◆ Information shown ◆

-=-=-

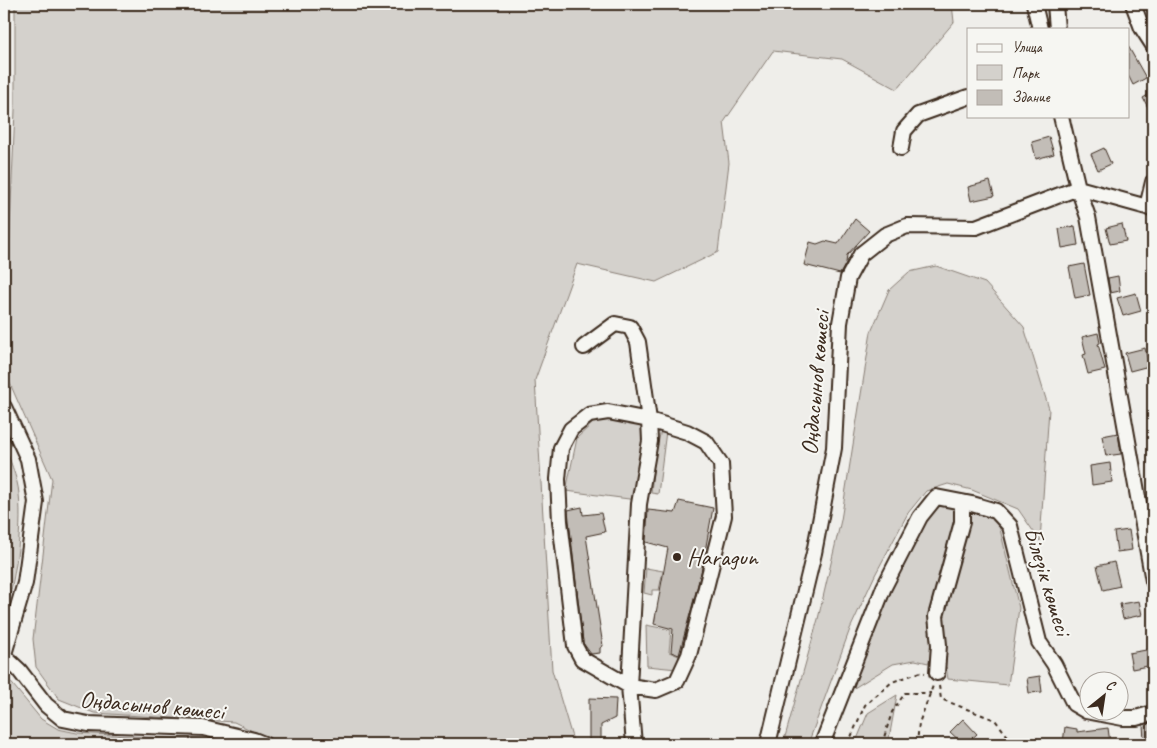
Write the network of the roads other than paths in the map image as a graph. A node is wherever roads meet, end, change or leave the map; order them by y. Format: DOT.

-=-=-

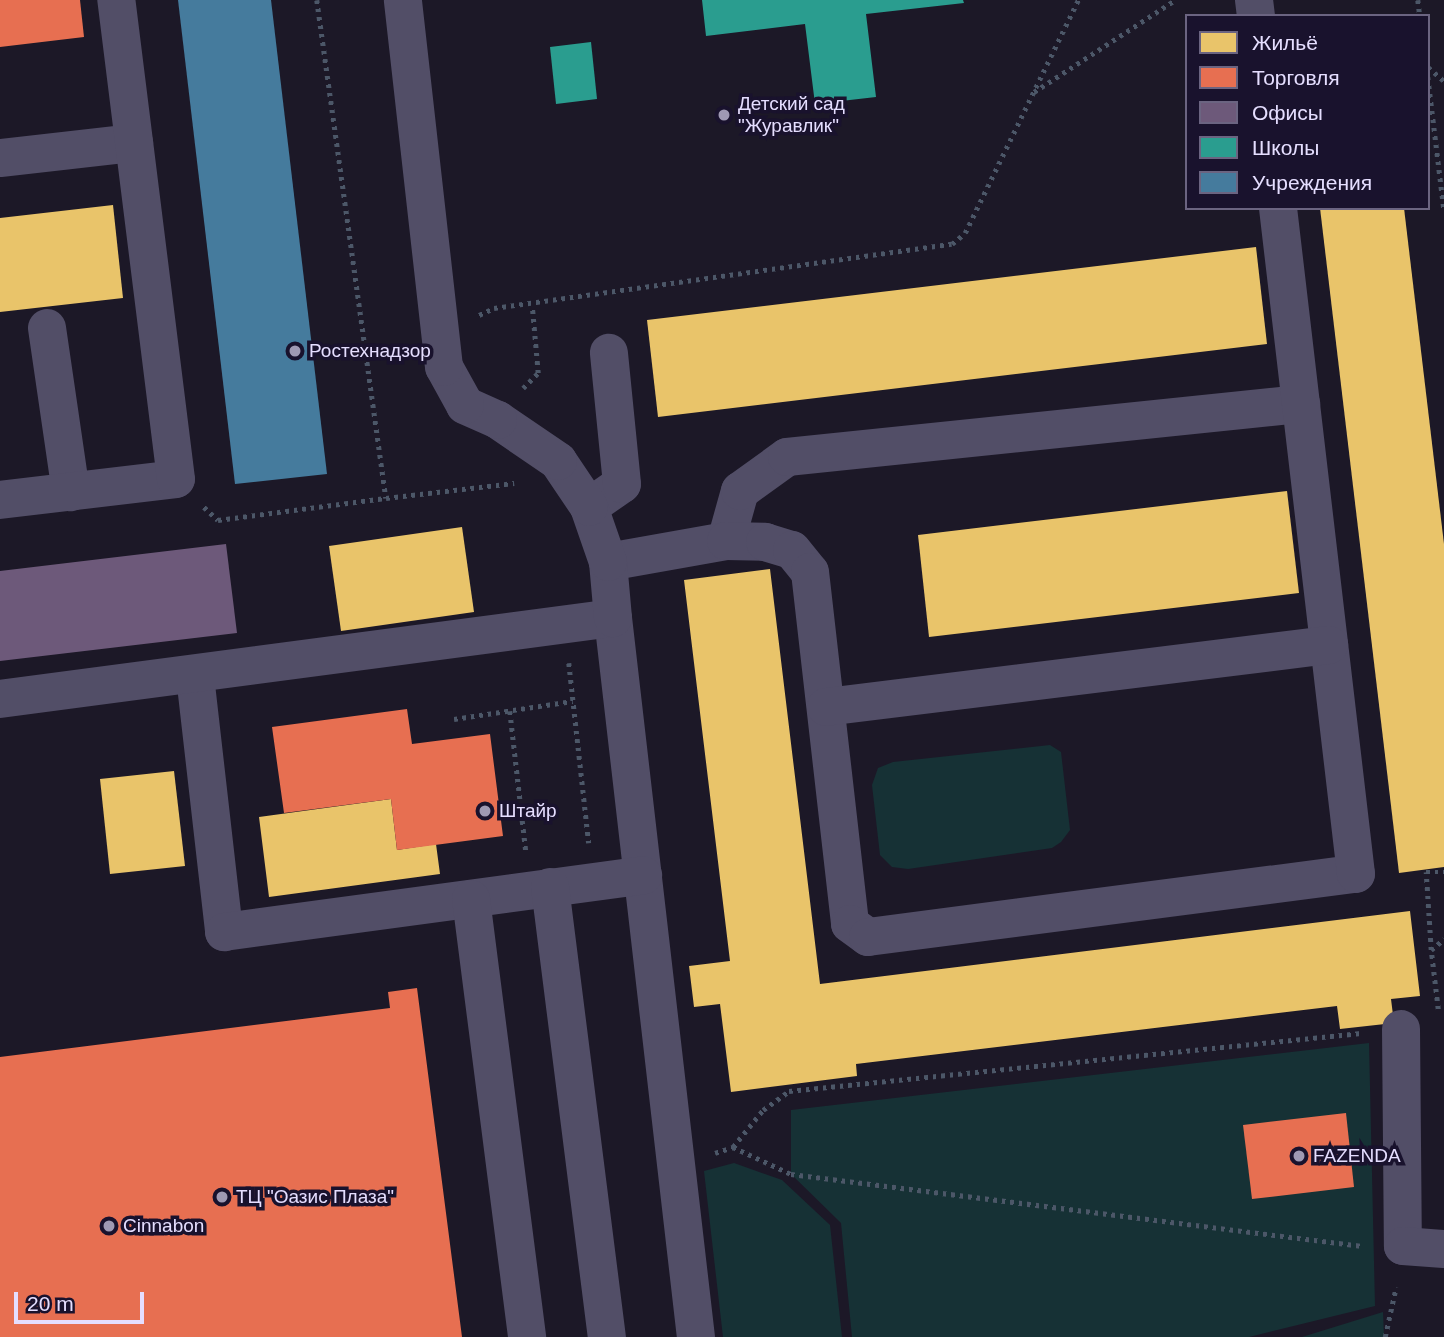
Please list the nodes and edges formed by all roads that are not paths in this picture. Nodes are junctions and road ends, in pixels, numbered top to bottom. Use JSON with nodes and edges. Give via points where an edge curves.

-=-=-

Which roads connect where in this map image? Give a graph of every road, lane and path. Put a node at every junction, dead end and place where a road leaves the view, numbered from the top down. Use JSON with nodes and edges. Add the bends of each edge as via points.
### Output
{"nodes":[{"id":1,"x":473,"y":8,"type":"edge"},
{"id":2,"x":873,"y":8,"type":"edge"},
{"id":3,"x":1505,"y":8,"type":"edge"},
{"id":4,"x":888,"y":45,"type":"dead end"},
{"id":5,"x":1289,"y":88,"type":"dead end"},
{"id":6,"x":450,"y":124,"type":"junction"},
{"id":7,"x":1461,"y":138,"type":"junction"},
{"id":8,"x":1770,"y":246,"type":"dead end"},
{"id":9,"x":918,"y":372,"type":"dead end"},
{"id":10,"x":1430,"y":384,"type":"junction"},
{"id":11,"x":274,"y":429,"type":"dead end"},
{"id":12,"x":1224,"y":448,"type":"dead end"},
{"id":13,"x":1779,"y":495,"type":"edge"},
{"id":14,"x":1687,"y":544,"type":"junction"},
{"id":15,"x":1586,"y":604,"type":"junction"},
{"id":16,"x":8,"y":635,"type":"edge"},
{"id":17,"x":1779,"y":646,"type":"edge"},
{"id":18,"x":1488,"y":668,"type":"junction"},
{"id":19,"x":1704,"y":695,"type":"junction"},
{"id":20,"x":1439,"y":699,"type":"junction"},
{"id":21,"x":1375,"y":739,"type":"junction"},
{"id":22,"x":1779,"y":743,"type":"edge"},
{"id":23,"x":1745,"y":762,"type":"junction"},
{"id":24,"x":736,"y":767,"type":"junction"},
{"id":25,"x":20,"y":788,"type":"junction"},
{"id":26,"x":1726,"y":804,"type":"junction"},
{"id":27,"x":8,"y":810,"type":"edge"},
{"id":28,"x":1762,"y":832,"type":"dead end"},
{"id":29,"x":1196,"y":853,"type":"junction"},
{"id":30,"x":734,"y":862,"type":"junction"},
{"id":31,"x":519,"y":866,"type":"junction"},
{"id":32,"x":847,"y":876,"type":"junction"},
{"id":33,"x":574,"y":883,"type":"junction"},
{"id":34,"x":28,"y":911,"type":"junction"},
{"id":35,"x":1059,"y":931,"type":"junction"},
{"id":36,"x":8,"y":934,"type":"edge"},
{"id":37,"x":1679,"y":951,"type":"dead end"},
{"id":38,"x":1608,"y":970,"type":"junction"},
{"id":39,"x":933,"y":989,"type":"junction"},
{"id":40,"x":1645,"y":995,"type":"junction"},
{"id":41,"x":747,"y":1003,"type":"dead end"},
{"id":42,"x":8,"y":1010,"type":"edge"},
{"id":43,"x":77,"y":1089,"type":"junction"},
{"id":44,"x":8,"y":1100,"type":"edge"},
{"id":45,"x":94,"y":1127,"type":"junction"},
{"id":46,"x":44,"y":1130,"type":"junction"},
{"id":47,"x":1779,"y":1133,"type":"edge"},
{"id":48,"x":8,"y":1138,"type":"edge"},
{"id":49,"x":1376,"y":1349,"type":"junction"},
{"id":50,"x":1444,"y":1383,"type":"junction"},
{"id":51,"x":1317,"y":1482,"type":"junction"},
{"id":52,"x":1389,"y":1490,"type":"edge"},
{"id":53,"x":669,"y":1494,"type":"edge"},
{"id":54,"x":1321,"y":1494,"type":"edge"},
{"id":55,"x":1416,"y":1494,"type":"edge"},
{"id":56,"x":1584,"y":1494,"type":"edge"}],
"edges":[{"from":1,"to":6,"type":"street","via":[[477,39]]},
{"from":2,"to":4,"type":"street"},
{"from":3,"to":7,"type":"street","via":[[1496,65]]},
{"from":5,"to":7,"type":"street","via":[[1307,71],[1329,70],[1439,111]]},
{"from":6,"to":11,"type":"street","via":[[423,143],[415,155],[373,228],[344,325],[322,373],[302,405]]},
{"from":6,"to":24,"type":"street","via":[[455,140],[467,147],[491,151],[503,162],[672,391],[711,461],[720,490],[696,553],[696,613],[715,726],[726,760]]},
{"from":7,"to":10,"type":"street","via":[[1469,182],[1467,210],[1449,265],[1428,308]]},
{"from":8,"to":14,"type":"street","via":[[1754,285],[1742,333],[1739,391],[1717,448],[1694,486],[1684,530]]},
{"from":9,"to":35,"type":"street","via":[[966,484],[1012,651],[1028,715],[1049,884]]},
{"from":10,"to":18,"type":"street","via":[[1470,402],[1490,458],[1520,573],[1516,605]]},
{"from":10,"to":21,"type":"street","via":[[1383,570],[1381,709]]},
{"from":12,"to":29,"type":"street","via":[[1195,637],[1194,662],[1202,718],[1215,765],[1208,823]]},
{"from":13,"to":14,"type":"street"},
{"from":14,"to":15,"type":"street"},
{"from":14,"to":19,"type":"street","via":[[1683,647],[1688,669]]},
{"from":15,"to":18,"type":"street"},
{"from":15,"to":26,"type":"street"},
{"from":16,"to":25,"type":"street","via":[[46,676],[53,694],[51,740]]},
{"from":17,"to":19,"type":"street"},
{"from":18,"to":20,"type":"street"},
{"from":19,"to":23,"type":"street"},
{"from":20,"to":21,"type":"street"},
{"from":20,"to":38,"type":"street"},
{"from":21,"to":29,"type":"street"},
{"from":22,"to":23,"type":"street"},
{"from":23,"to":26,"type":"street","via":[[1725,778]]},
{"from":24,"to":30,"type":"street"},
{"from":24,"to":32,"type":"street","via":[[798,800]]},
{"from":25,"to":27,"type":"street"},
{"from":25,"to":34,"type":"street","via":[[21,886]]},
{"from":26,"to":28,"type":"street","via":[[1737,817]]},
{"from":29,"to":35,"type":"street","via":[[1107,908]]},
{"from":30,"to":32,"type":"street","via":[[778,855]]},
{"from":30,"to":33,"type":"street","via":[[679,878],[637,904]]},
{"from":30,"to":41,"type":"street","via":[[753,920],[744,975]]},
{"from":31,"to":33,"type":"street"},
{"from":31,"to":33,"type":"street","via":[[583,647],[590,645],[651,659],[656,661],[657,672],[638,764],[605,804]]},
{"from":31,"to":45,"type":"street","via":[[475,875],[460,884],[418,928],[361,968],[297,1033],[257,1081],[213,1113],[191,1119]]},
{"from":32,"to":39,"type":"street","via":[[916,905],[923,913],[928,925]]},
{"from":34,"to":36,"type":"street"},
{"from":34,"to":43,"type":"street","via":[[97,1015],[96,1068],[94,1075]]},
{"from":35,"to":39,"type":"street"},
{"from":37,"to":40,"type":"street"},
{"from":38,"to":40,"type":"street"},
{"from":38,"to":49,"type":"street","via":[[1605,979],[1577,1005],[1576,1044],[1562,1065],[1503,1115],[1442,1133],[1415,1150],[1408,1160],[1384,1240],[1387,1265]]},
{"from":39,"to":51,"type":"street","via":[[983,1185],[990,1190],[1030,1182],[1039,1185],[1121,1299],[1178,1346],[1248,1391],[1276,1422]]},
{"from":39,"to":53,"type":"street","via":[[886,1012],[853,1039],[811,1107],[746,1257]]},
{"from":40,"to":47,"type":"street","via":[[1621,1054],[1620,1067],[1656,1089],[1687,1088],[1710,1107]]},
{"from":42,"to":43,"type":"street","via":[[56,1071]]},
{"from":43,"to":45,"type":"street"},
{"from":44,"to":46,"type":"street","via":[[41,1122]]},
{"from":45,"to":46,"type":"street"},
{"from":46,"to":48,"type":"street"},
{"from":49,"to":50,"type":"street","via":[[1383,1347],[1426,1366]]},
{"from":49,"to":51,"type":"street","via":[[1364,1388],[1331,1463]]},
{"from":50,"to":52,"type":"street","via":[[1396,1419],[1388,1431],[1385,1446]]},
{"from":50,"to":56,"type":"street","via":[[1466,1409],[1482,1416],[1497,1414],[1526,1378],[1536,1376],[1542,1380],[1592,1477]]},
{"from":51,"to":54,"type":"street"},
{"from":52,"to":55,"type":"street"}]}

-=-=-

◆ Instructions for the task ◆
Please list every line of the records that contains "paths".

◆ Response to this task ◆
Write the network of the roads other than paths in the map image as a graph. A node is wherever roads meet, end, change or leave the map; order them by y. Format: DOT.
Please list the nodes and edges formed by all roads that are not paths in this picture. Nodes are junctions and road ends, in pixels, numbered top to bottom. Use JSON with nodes and edges. Give via points where an edge curves.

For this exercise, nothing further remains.